HSY · Consumer Defensive
The market is debating GLP-1 drugs as Hershey's existential threat, but the real question is whether West African cocoa supply has structurally broken — because if it has, the exceptional returns-on-capital that justified premium multiples for a decade aren't coming back, and the recovery story baked into current prices evaporates.
$191.36
$350.00
Reese's is a genuine flavor monopoly with century-deep cultural embedding, but the Trust governance structure permanently caps what management can do for public shareholders, and the salty snacks buildout has consumed capital at premium prices without yet proving it belongs in this portfolio. The brand moat is real; the business architecture around it is messier than it looks.

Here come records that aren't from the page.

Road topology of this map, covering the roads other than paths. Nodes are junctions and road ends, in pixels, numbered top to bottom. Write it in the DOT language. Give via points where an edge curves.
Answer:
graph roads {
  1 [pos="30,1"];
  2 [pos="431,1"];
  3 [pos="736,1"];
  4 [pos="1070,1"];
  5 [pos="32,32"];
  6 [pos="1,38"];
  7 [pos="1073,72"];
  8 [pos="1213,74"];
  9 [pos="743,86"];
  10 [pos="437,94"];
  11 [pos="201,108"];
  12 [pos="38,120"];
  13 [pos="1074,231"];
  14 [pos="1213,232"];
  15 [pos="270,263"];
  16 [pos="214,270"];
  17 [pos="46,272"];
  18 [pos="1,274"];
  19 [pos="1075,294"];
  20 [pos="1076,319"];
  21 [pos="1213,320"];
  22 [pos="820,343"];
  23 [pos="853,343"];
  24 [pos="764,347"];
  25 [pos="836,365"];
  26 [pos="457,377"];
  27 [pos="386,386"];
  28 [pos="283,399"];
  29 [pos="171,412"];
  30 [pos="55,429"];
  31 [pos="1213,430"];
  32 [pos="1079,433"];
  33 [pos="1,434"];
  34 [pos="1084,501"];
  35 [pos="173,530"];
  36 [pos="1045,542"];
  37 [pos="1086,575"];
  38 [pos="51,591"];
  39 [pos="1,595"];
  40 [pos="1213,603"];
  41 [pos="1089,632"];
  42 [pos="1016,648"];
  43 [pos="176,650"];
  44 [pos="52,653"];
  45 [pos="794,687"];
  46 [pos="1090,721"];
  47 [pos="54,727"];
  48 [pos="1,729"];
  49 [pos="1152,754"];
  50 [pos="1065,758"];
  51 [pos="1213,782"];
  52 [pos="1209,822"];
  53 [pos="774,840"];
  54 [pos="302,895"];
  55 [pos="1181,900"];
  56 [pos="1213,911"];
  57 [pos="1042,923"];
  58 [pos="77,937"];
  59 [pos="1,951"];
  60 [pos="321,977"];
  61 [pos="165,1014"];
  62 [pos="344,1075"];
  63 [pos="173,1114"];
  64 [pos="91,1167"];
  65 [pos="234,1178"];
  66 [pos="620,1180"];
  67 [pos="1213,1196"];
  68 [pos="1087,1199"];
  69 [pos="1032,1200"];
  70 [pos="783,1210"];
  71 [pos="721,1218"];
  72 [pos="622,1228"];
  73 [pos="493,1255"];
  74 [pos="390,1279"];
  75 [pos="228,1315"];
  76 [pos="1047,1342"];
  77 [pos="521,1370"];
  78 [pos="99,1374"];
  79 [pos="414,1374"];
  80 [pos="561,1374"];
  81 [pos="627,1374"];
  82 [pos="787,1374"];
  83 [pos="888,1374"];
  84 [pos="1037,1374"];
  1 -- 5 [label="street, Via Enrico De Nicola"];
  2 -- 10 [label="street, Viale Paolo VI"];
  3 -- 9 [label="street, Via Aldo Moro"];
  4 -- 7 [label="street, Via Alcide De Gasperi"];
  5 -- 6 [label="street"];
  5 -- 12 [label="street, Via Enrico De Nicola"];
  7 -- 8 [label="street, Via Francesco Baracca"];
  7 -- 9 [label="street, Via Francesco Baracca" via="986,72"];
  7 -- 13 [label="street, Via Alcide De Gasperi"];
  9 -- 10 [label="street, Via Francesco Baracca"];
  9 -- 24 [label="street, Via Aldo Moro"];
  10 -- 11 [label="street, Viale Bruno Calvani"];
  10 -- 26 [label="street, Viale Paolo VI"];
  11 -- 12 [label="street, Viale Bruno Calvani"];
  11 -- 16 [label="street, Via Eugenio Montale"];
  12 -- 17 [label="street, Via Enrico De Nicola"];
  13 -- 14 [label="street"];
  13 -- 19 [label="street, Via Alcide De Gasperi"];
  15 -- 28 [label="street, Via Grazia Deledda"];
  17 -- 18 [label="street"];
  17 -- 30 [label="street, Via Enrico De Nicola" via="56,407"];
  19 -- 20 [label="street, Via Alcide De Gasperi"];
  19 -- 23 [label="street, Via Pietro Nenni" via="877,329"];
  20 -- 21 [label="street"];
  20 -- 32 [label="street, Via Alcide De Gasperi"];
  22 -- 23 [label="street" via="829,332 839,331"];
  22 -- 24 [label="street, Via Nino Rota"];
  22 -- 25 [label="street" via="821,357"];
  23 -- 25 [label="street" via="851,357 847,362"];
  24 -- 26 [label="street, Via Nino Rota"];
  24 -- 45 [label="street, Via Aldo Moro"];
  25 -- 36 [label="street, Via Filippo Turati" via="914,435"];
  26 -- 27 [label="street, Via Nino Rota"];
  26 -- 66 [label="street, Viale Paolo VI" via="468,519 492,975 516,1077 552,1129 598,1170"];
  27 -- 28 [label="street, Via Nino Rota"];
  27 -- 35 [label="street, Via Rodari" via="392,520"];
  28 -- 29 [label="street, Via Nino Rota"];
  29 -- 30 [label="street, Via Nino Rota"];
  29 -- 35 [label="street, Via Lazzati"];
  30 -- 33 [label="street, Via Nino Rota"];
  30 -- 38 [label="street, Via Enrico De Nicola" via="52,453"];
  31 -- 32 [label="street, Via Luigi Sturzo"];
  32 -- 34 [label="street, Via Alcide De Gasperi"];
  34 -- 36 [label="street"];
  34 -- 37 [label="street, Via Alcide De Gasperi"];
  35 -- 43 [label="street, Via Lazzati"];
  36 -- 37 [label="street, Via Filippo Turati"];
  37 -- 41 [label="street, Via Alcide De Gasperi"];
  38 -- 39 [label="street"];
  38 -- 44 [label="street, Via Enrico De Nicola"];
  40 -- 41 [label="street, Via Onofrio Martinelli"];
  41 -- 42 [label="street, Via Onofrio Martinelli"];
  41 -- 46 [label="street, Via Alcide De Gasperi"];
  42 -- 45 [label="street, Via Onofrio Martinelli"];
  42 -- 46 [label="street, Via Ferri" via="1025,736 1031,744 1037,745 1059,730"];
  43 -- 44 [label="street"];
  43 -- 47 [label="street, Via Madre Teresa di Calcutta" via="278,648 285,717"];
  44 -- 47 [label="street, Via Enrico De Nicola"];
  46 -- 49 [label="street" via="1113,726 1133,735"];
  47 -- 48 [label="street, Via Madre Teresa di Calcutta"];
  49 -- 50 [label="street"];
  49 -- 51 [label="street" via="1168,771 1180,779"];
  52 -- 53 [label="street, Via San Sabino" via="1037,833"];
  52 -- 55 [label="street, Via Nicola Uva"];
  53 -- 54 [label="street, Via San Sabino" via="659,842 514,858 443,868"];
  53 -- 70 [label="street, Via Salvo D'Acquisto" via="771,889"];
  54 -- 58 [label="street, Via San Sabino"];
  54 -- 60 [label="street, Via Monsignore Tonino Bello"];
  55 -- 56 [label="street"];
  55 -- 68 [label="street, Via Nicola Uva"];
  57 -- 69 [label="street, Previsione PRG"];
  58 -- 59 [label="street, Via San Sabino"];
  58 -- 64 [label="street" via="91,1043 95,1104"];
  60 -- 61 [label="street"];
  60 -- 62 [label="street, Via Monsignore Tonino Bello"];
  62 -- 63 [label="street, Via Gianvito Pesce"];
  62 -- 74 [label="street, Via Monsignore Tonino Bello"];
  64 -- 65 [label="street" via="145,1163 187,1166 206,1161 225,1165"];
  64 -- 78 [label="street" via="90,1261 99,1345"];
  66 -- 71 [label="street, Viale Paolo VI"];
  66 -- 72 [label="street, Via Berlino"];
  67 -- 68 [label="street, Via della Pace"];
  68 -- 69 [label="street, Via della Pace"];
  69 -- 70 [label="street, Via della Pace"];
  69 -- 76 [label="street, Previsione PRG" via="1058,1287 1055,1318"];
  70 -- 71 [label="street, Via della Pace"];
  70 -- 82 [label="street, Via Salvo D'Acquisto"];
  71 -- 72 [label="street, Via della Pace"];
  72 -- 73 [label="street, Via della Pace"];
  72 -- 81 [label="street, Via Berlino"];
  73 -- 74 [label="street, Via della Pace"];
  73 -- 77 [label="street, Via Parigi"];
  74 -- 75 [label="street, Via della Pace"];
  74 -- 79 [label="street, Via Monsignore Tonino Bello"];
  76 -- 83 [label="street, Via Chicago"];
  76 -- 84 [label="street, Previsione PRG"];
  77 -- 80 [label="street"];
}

The 2025 earnings collapse while OCF barely flinched is one of the clearest demonstrations of cash quality you'll see — non-cash charges gutted reported profits while the actual cash engine ran almost unchanged, confirming the franchise generates real money rather than accounting fiction. Debt is meaningful but well-covered by normalized FCF; the balance sheet is not a source of stress.
This is a mature business in a saturated geography with a stagnant international segment that has shown zero ability to export brand strength across borders — the salty snacks segment is growing encouragingly, but it's still too small to move the needle on a company this size. The 2026 earnings recovery is credible if cocoa cooperates, but the underlying organic growth engine runs at low single digits in the best of times.
The optical P/E is meaningless — you're looking at a trough earnings year, not steady-state — and on free cash flow, the business is priced closer to fairly valued or modestly cheap relative to its through-cycle earnings power, with all three DCF scenarios implying meaningful upside from current levels. The catch is that 'through-cycle' is doing a lot of work if cocoa's supply dynamics are structural rather than cyclical.
Three risks compound in uncomfortable ways: cocoa supply is potentially structural (not just cyclical), private label credibility has risen precisely because Hershey pushed prices high enough to create an umbrella, and the Trust governance means public shareholders cannot force any corrective action if management continues buying trendy adjacencies at full prices. GLP-1 risk is real but specifically overblown for occasion-driven impulse categories — the other three are less appreciated and more durable.
The investment case here is essentially a bet on mean reversion: buy a world-class consumer franchise at trough earnings caused by an external commodity shock, wait for cocoa prices to normalize, and collect the margin recovery plus a business that has quietly demonstrated it can sustain volume through one of the worst cost environments in its history. The FCF yield tells the more honest story than the P/E — the cash engine is still running, the brand hasn't flinched on volume, and management has guided a specific recovery path with pricing already in market. If that recovery materializes, the current price looks reasonable to modestly cheap against normalized earnings power. The direction of travel is incrementally diversifying — salty snacks are showing genuine momentum, and the Q4 organic growth print from that segment was legitimately impressive rather than just acquisitive flattery. Reese's continues to extend successfully across formats without diluting the core identity, which is the hardest trick in branded consumer goods. The longer-term shape of the portfolio gets more defensible each year as salty snacks scale, but it will take another three to five years before that segment is large enough to materially blunt the cocoa exposure that periodically makes this business look like a commodity cyclical wearing a consumer staple costume. The single biggest risk is not GLP-1 medications — it's that cocoa's supply crisis is rooted in aging tree stock, soil exhaustion, and climate variability across a narrow band of West African geography, none of which resolves in an eighteen-month hedge cycle. If input costs normalize, Hershey earns back its exceptional ROIC and the recovery story is real. If they don't, every forward model — including the DCF scenarios that imply substantial upside — is built on an assumption that never arrives, and the brand alone cannot paper over a decade of structural margin compression.